Enhanced Migration of Cardiac Stem Cells by Overexpression of Stromal Cell Factor-1alpha


The heart has its own reservoir of stem cells. These cardiac stem cells (CSCs) can be easily harvested from the heart, grow in culture, and then re-injected into heart after a heart attack to improve the structure and function of the heart.

However, what would it take to simply get CSCs to move from their present location to the damaged area without any invasive procedures? A chemical called “stromal cell factor-1alpha (SDF-1alpha) attracts stem cells to it. Stem cells have a receptor on their surfaces (CXCR4 for those who are interested), and when those receptors bind SDF-1alpha, stem cells move towards the source of SDF-1alpha. Therefore, some enterprising scientists from the Third Military Medical Hospital University, from Chongquing, China have overexpressed SDF-1alpha in the damaged region of the heart. Their results have shown that not only do CSCs move to the site of injury, but the size of the infarct shrinks without surgery.
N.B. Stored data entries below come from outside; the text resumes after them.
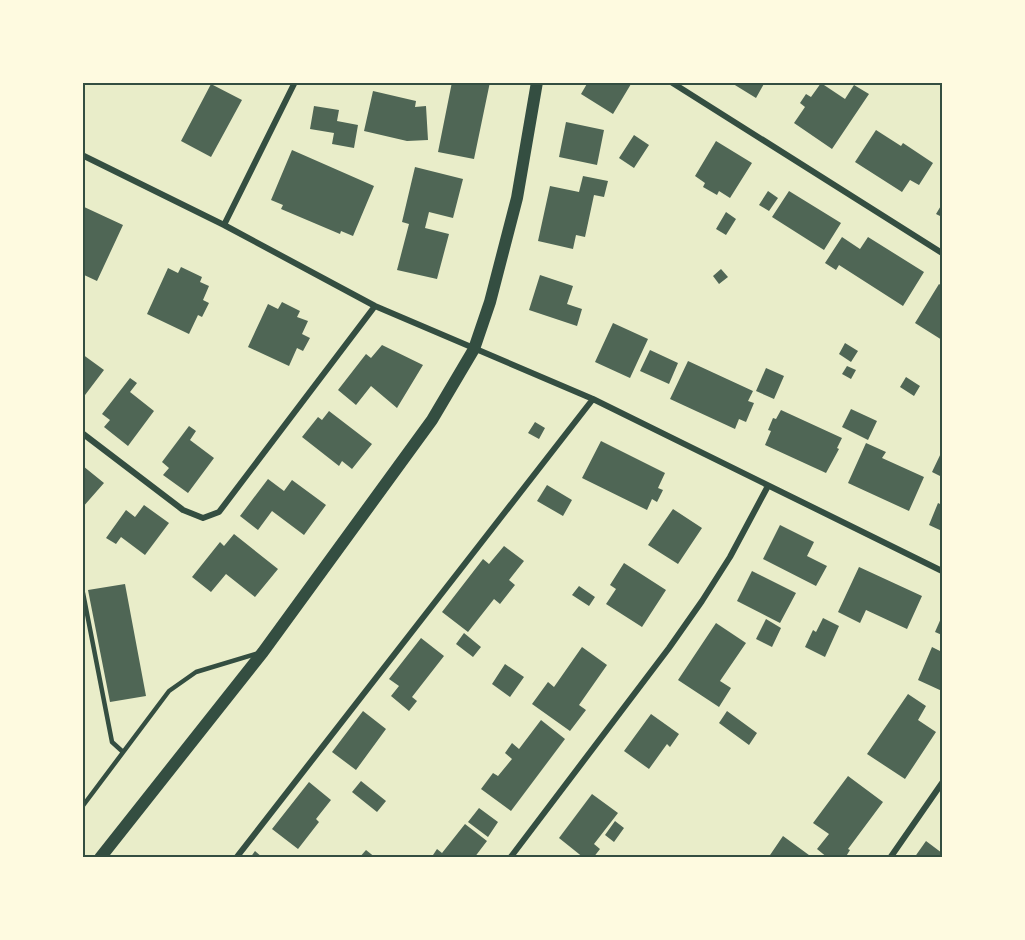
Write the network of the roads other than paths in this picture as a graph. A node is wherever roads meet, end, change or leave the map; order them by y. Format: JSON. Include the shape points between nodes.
{"nodes":[{"id":1,"x":295,"y":82,"type":"edge"},
{"id":2,"x":537,"y":82,"type":"edge"},
{"id":3,"x":671,"y":82,"type":"edge"},
{"id":4,"x":82,"y":155,"type":"edge"},
{"id":5,"x":224,"y":225,"type":"junction"},
{"id":6,"x":942,"y":253,"type":"edge"},
{"id":7,"x":375,"y":306,"type":"junction"},
{"id":8,"x":474,"y":349,"type":"junction"},
{"id":9,"x":593,"y":399,"type":"junction"},
{"id":10,"x":82,"y":433,"type":"edge"},
{"id":11,"x":768,"y":486,"type":"junction"},
{"id":12,"x":942,"y":571,"type":"edge"},
{"id":13,"x":83,"y":593,"type":"edge"},
{"id":14,"x":262,"y":652,"type":"junction"},
{"id":15,"x":123,"y":752,"type":"junction"},
{"id":16,"x":942,"y":783,"type":"edge"},
{"id":17,"x":82,"y":807,"type":"edge"},
{"id":18,"x":100,"y":858,"type":"edge"},
{"id":19,"x":236,"y":858,"type":"edge"},
{"id":20,"x":510,"y":858,"type":"edge"},
{"id":21,"x":890,"y":858,"type":"edge"}],
"edges":[{"from":1,"to":5,"type":"street"},
{"from":2,"to":8,"type":"main road","via":[[517,198]]},
{"from":3,"to":6,"type":"street"},
{"from":4,"to":5,"type":"street"},
{"from":5,"to":7,"type":"street"},
{"from":7,"to":8,"type":"street"},
{"from":7,"to":10,"type":"street","via":[[219,512],[203,518],[183,510]]},
{"from":8,"to":9,"type":"street"},
{"from":8,"to":14,"type":"main road","via":[[432,420]]},
{"from":9,"to":11,"type":"street"},
{"from":9,"to":19,"type":"street"},
{"from":11,"to":12,"type":"street"},
{"from":11,"to":20,"type":"street","via":[[702,601]]},
{"from":13,"to":15,"type":"lane","via":[[112,742]]},
{"from":14,"to":15,"type":"lane","via":[[196,672],[169,691]]},
{"from":14,"to":18,"type":"main road"},
{"from":15,"to":17,"type":"lane"},
{"from":16,"to":21,"type":"street"}]}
In their first experiment, Kui Wang and co-workers from the laboratory of Lan Huang isolated heart tissues from mice and the stem cells migrated onto the culture plates. When these migrating cells were isolated, they expressed genes that are common the stem cells (c-kit and sca-1). These stem cells also expressed a whole host of heart muscle-specific genes, which confirms that they are definitely heart-based stem cells.
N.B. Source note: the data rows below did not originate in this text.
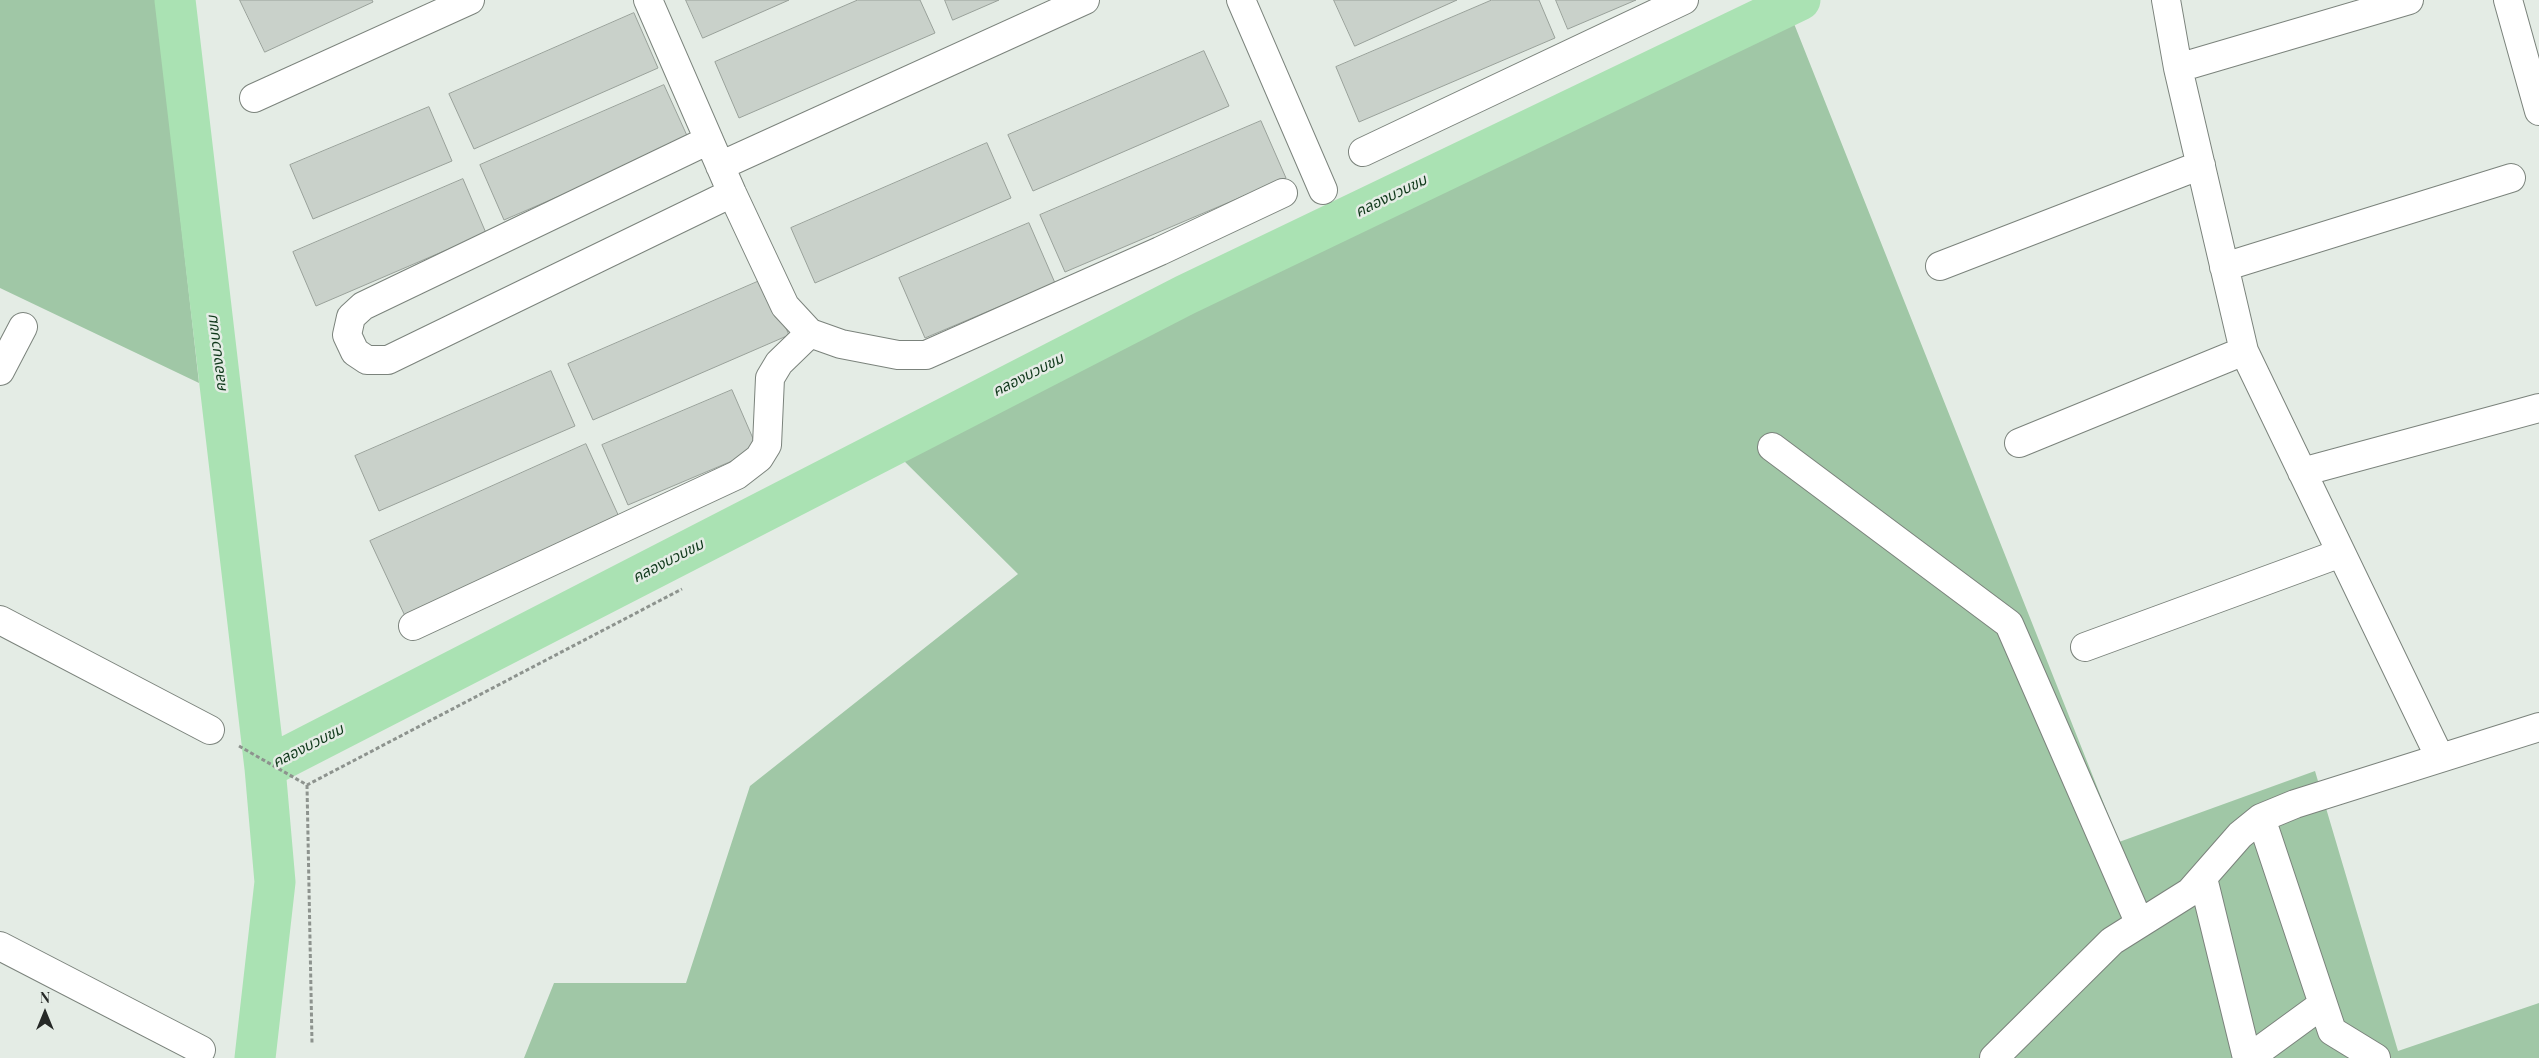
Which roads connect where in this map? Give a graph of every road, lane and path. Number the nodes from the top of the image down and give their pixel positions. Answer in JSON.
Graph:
{"nodes":[{"id":1,"x":470,"y":0,"type":"edge"},
{"id":2,"x":648,"y":0,"type":"edge"},
{"id":3,"x":1085,"y":0,"type":"edge"},
{"id":4,"x":1241,"y":0,"type":"edge"},
{"id":5,"x":1684,"y":0,"type":"edge"},
{"id":6,"x":2166,"y":0,"type":"edge"},
{"id":7,"x":2409,"y":0,"type":"edge"},
{"id":8,"x":2508,"y":0,"type":"edge"},
{"id":9,"x":2178,"y":68,"type":"junction"},
{"id":10,"x":254,"y":98,"type":"dead end"},
{"id":11,"x":2539,"y":111,"type":"edge"},
{"id":12,"x":709,"y":140,"type":"junction"},
{"id":13,"x":1363,"y":152,"type":"dead end"},
{"id":14,"x":2201,"y":165,"type":"junction"},
{"id":15,"x":720,"y":166,"type":"junction"},
{"id":16,"x":2511,"y":178,"type":"dead end"},
{"id":17,"x":1323,"y":190,"type":"dead end"},
{"id":18,"x":732,"y":193,"type":"junction"},
{"id":19,"x":1283,"y":193,"type":"dead end"},
{"id":20,"x":1940,"y":266,"type":"dead end"},
{"id":21,"x":2224,"y":267,"type":"junction"},
{"id":22,"x":22,"y":327,"type":"dead end"},
{"id":23,"x":810,"y":332,"type":"junction"},
{"id":24,"x":2244,"y":351,"type":"junction"},
{"id":25,"x":0,"y":371,"type":"edge"},
{"id":26,"x":2539,"y":408,"type":"edge"},
{"id":27,"x":2019,"y":443,"type":"dead end"},
{"id":28,"x":1772,"y":447,"type":"dead end"},
{"id":29,"x":2302,"y":472,"type":"junction"},
{"id":30,"x":2342,"y":553,"type":"junction"},
{"id":31,"x":682,"y":589,"type":"dead end"},
{"id":32,"x":0,"y":620,"type":"edge"},
{"id":33,"x":413,"y":626,"type":"dead end"},
{"id":34,"x":2085,"y":646,"type":"dead end"},
{"id":35,"x":2539,"y":727,"type":"edge"},
{"id":36,"x":210,"y":730,"type":"joint"},
{"id":37,"x":2440,"y":758,"type":"junction"},
{"id":38,"x":307,"y":786,"type":"junction"},
{"id":39,"x":2261,"y":818,"type":"junction"},
{"id":40,"x":2203,"y":878,"type":"junction"},
{"id":41,"x":2139,"y":922,"type":"junction"},
{"id":42,"x":0,"y":946,"type":"edge"},
{"id":43,"x":2323,"y":1004,"type":"junction"},
{"id":44,"x":312,"y":1043,"type":"dead end"},
{"id":45,"x":201,"y":1050,"type":"dead end"},
{"id":46,"x":1994,"y":1058,"type":"edge"},
{"id":47,"x":2248,"y":1058,"type":"edge"},
{"id":48,"x":2376,"y":1058,"type":"edge"}],
"edges":[{"from":1,"to":10,"type":"street"},
{"from":2,"to":12,"type":"street"},
{"from":3,"to":15,"type":"street"},
{"from":4,"to":17,"type":"street"},
{"from":5,"to":13,"type":"street"},
{"from":6,"to":9,"type":"street"},
{"from":7,"to":9,"type":"street"},
{"from":8,"to":11,"type":"street"},
{"from":9,"to":14,"type":"street"},
{"from":12,"to":15,"type":"street"},
{"from":12,"to":18,"type":"street"},
{"from":14,"to":20,"type":"street"},
{"from":14,"to":21,"type":"street"},
{"from":15,"to":18,"type":"street"},
{"from":16,"to":21,"type":"street"},
{"from":18,"to":23,"type":"street"},
{"from":19,"to":23,"type":"street"},
{"from":21,"to":24,"type":"street"},
{"from":22,"to":25,"type":"street"},
{"from":23,"to":33,"type":"street"},
{"from":24,"to":27,"type":"street"},
{"from":24,"to":29,"type":"street"},
{"from":26,"to":29,"type":"street"},
{"from":28,"to":41,"type":"street"},
{"from":29,"to":30,"type":"street"},
{"from":30,"to":34,"type":"street"},
{"from":30,"to":37,"type":"street"},
{"from":31,"to":38,"type":"path"},
{"from":32,"to":36,"type":"street"},
{"from":35,"to":37,"type":"street"},
{"from":36,"to":38,"type":"path"},
{"from":37,"to":39,"type":"street"},
{"from":38,"to":44,"type":"path"},
{"from":39,"to":40,"type":"street"},
{"from":39,"to":43,"type":"street"},
{"from":40,"to":41,"type":"street"},
{"from":40,"to":47,"type":"street"},
{"from":41,"to":46,"type":"street"},
{"from":42,"to":45,"type":"street"},
{"from":43,"to":47,"type":"street"},
{"from":43,"to":48,"type":"street"}]}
In the next experiment, Huang’s group exposed these isolated CSCs to cells that were expressing SDF-1alpha. The CSCs migrated toward the SDF-1alpha source with abandon. Also, they discovered some inhibitors that prevent CSC migration. These inhibitors prevent activation of a pathway called the PI3K pathway. This shows that the activation of PI3K pathway is the reason the stem cells become activated and move toward SDF-1alpha.

The final experiment involved inducing heart attacks in mice and then engineering the damaged portions of the heart to express SDF-1alpha with viruses. In response to this, CSCs migrated to the damaged area and made new heart muscle. The damaged area in the heart shrunk and the hearts functioned more effectively. Unsurprisingly, the inhibitors that prevented CSC migration in the test-tube assays, also prevented CSC migration to the site of damage in mice. Thus, CSC migration is also dependent on the activation of the PI3K pathway.

This paper shows that the PI3K pathway is the main way cells get their signal to migrate. Secondly, it shows that engineering damaged sites in the heart can recruit CSCs to the site and stimulate their healing activities. While this is an animal study, it sets a template for future clinical studies in heart attack patients.